_Task requirements_: Find the lines in these entries that include the word "Γεροντίνη" and state how many there are, with no other words.

_Data in this exercise_:

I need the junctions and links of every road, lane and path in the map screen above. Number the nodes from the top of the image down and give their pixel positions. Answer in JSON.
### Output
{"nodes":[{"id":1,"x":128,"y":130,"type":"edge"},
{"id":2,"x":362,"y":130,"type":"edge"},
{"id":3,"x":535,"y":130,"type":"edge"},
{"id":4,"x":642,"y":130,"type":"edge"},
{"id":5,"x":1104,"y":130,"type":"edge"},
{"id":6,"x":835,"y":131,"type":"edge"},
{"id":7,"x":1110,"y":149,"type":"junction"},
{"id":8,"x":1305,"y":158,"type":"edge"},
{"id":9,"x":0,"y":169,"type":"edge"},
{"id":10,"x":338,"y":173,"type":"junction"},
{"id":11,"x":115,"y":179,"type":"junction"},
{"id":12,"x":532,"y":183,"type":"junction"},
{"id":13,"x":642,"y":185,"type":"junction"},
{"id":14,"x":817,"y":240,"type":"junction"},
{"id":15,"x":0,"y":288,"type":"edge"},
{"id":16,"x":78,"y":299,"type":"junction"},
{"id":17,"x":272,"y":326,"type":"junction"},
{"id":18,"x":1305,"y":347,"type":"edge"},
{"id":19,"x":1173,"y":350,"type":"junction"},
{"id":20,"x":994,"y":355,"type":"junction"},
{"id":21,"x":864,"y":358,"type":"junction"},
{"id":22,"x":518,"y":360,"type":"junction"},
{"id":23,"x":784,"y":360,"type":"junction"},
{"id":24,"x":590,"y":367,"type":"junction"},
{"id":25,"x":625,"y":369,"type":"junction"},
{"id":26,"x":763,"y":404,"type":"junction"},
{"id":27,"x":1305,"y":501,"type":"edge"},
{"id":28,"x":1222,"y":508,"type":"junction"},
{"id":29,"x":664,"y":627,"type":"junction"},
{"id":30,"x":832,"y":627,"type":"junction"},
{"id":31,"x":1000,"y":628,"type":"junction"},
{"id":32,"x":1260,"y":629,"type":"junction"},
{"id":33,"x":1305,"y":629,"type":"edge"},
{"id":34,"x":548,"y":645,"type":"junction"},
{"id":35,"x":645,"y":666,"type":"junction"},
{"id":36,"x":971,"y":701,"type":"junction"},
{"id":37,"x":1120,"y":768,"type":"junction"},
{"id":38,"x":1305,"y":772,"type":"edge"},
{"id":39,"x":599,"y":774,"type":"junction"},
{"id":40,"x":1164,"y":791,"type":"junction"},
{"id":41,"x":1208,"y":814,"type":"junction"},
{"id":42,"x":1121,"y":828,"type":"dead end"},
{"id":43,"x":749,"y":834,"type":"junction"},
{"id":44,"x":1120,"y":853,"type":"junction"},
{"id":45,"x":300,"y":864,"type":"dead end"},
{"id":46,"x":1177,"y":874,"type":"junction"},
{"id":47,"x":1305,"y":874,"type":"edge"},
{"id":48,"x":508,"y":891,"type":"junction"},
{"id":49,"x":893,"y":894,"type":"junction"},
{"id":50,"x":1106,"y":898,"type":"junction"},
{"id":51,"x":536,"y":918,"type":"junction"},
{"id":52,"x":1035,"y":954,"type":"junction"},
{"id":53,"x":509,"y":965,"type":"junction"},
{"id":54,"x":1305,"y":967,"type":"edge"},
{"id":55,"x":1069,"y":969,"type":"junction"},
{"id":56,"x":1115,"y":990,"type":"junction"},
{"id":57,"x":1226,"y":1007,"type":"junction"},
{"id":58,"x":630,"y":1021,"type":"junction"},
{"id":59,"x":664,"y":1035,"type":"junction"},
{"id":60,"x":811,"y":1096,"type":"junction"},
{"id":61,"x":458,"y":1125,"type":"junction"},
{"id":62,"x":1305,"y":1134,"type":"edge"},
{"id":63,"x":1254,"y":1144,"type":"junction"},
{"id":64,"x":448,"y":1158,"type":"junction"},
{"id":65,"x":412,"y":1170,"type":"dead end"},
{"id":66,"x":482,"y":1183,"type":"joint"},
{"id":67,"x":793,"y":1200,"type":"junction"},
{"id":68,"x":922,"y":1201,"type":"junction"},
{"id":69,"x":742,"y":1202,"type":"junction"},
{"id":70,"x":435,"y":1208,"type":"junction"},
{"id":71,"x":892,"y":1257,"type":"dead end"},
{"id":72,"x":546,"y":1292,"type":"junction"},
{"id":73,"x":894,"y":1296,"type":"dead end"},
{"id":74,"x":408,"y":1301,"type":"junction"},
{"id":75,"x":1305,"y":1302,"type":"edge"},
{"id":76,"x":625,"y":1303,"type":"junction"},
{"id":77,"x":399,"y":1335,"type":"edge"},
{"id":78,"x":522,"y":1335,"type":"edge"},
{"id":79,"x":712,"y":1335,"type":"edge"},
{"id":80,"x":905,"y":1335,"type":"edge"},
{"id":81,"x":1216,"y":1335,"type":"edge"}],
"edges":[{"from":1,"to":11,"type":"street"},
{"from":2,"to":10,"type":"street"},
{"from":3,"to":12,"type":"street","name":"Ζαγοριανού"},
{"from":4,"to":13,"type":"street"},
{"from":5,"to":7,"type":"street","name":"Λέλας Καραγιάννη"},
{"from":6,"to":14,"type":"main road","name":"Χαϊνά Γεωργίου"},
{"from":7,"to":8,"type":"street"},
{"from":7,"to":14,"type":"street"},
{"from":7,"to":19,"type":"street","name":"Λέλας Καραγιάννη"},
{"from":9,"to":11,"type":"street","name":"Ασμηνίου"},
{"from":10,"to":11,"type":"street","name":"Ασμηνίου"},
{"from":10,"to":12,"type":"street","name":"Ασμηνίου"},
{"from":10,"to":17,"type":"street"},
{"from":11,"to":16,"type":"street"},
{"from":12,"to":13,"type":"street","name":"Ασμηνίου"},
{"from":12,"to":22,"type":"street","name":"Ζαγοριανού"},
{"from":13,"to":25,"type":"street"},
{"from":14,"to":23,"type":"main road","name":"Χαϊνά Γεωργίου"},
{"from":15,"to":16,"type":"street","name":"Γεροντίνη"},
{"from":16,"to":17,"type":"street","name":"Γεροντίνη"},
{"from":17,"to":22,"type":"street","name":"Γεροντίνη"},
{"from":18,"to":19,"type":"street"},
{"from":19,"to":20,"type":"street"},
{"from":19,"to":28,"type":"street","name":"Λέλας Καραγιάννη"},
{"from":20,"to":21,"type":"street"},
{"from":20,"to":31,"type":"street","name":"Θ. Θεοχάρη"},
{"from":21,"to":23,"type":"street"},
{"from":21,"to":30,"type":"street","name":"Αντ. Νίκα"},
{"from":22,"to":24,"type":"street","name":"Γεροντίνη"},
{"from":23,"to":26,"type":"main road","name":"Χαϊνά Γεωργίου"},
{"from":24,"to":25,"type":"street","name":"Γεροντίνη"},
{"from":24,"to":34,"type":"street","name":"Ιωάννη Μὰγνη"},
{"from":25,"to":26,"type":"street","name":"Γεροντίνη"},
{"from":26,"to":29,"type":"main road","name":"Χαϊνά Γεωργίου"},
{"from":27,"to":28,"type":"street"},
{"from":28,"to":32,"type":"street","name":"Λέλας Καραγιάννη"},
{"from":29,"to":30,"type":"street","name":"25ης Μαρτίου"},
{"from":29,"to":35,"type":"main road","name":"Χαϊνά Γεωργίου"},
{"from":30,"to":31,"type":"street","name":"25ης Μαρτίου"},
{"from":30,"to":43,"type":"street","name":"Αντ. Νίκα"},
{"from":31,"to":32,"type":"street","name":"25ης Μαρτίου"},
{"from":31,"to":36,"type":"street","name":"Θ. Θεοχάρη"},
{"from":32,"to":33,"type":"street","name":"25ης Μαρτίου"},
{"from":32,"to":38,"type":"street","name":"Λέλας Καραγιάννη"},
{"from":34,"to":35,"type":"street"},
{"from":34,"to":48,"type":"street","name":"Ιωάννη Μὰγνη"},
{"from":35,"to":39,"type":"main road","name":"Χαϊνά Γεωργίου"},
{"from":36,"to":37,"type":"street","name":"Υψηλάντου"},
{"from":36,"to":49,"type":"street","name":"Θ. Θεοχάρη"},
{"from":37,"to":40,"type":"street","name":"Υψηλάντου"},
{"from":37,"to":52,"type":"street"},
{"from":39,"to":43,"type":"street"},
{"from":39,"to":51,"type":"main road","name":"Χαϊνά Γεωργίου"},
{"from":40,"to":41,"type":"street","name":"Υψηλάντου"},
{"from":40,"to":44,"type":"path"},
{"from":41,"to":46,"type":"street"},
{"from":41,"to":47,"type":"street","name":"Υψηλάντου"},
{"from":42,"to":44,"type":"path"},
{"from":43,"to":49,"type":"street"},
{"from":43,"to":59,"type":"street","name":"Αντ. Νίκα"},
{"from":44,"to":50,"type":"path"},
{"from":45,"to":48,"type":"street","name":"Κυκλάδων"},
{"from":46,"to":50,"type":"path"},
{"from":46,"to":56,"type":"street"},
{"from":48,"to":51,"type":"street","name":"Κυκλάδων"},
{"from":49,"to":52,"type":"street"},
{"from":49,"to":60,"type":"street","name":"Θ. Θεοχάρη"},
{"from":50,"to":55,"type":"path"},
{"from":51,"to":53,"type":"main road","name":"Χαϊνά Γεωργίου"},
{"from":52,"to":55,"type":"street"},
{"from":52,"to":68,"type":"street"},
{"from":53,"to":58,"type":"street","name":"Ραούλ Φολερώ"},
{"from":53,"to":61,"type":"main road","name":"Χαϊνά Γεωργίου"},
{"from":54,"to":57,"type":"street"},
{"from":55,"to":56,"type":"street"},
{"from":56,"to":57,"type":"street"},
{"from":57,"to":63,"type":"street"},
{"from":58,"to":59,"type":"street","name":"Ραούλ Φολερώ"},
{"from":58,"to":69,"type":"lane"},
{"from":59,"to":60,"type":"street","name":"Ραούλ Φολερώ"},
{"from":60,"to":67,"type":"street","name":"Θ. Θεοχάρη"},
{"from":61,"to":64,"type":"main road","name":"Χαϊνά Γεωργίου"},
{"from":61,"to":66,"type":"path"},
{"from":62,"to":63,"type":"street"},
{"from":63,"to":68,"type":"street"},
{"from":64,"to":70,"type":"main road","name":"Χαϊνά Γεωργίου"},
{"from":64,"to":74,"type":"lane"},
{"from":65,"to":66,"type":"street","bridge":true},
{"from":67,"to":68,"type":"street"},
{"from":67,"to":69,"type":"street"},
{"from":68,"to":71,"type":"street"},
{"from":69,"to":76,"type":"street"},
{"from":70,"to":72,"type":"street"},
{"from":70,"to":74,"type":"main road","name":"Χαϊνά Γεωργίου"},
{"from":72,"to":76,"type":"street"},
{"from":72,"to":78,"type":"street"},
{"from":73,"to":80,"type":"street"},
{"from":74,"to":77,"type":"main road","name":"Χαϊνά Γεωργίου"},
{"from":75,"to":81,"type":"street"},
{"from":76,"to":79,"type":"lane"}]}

_Answer for the task_: 6